Am Nachmittag wieder auf den Spuren von Alvar Aalto, allerdings in einem überschaubaren Rahmen, nämlich bei der Führung über den Campus der Universität. Hier ist in schönster Weise und auf engstem Raum die gesamte “schulische” Entwicklung der Stadt Jyväskyläs zur “Bildungshauptstadt” anhand der Architektur nachvollziehbar. Es stehen immer noch die beiden ersten Schulgebäude aus dem 19 Jh., in denen Jungen und Mädchen getrennt zum ersten Mal in finnischer Sprache unterrichtet wurden. Es gibt noch das Gebäude des ersten Lehrerseminars Finnlands, dessen Inneres an mehreren Stilepochen partizipierte, z.Zt. hervorragend renoviert wird und bald viele Exponate beherbergt, die die Schulgeschichte dokumentieren und die immer wieder Hinweise auf Vorbilder  der deutschen Bildungsgeschichte geben. Und das zukünftige Schulmuseum soll auch die Bedeutung der drei Väter finnischer Bildungsgeschichte, Snellmann, Schild und Cignaeus dokumentieren.
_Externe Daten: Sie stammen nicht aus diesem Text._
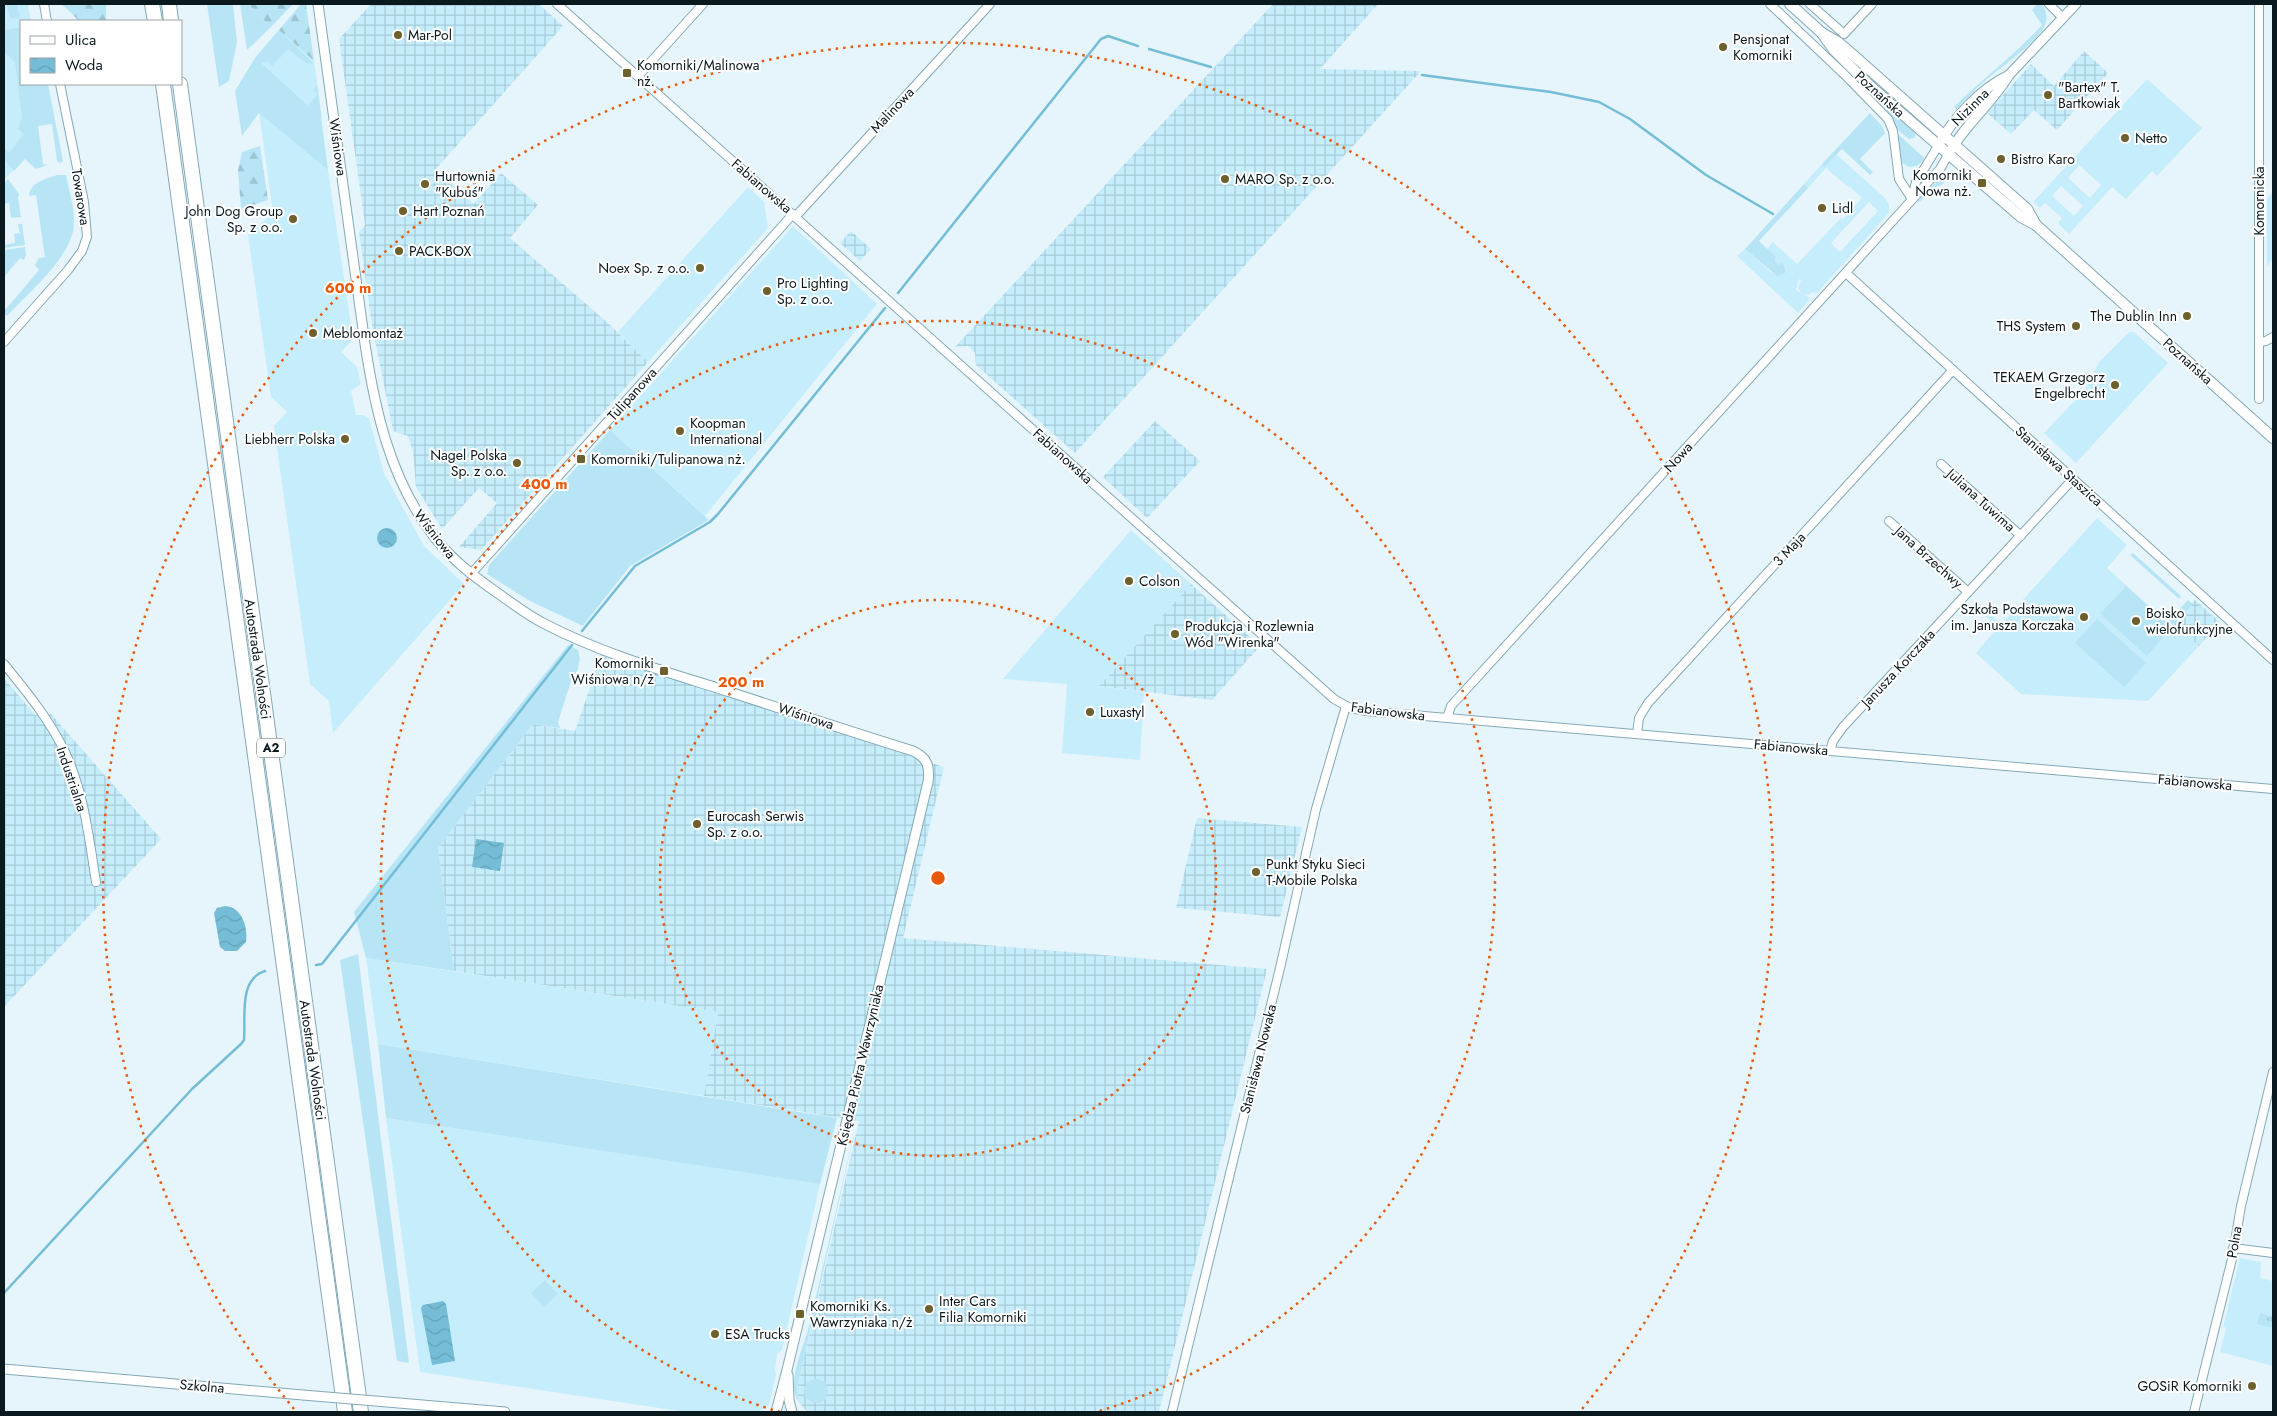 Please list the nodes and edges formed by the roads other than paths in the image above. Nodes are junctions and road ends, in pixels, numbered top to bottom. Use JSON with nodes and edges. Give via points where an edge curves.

Andererseits hat Jyväskylä hier dem großen Sohn der Stadt und weltberühmten Architekten, Alvar Aalto, eine Spielwiese für sein gestalterisches Talent zur Verfügung gestellt. Und mit feinstem Gespür für den Zusammenhang zwischen den vielfältigen Aspekten von Bildung, Erziehung und Schulung einerseits und den von den entsprechenden Belangen benötigten Räumlichkeiten hat er hier ganz unterschiedliche Raumkonzepte entwickelt und Räume geschaffen, die bis ins kleinste Detail durchdacht wirken. Seien es die Oberlichter, die zu allen Tages- und Jahreszeiten ein mildes Streulicht verbreiten, seien es die verschachtelten Raumelemente, die ein Durchringen von Außen und Innen illusionieren, oder sei es – ganz praktisch – der Gang, der das Hauptgebäude der Universität mit den Übungsschulen verbindet, so dass die Lehrerstudenten trockenen Fußes ihr Praxisfeld erreichen können. Immer hat Aalto den Menschen im Blick, und was uns hier besonders beeindruckte, ist, dass er auch den Freizeitbereich für die Benutzer mit einbezogen und entsprechende Plätze geschaffen hat. Und immer wieder sieht man Form und Funktion zur Einheit verschmolzen, wie etwa auch in der Bibliothek, wo sich der Benutzer vor dem Wissen verneigt, indem er sich zu den Büchern hinunter begeben muss, weil sie tiefer gelegt ist und trotzdem in allen Teilen hell und licht wirkt.
Das alles und noch viel mehr hat uns Tapani Hynynen, ein kundiges und sprachbegabtes Mitglied des Universitäts-Museums in sehr engagierter Weise näher gebracht.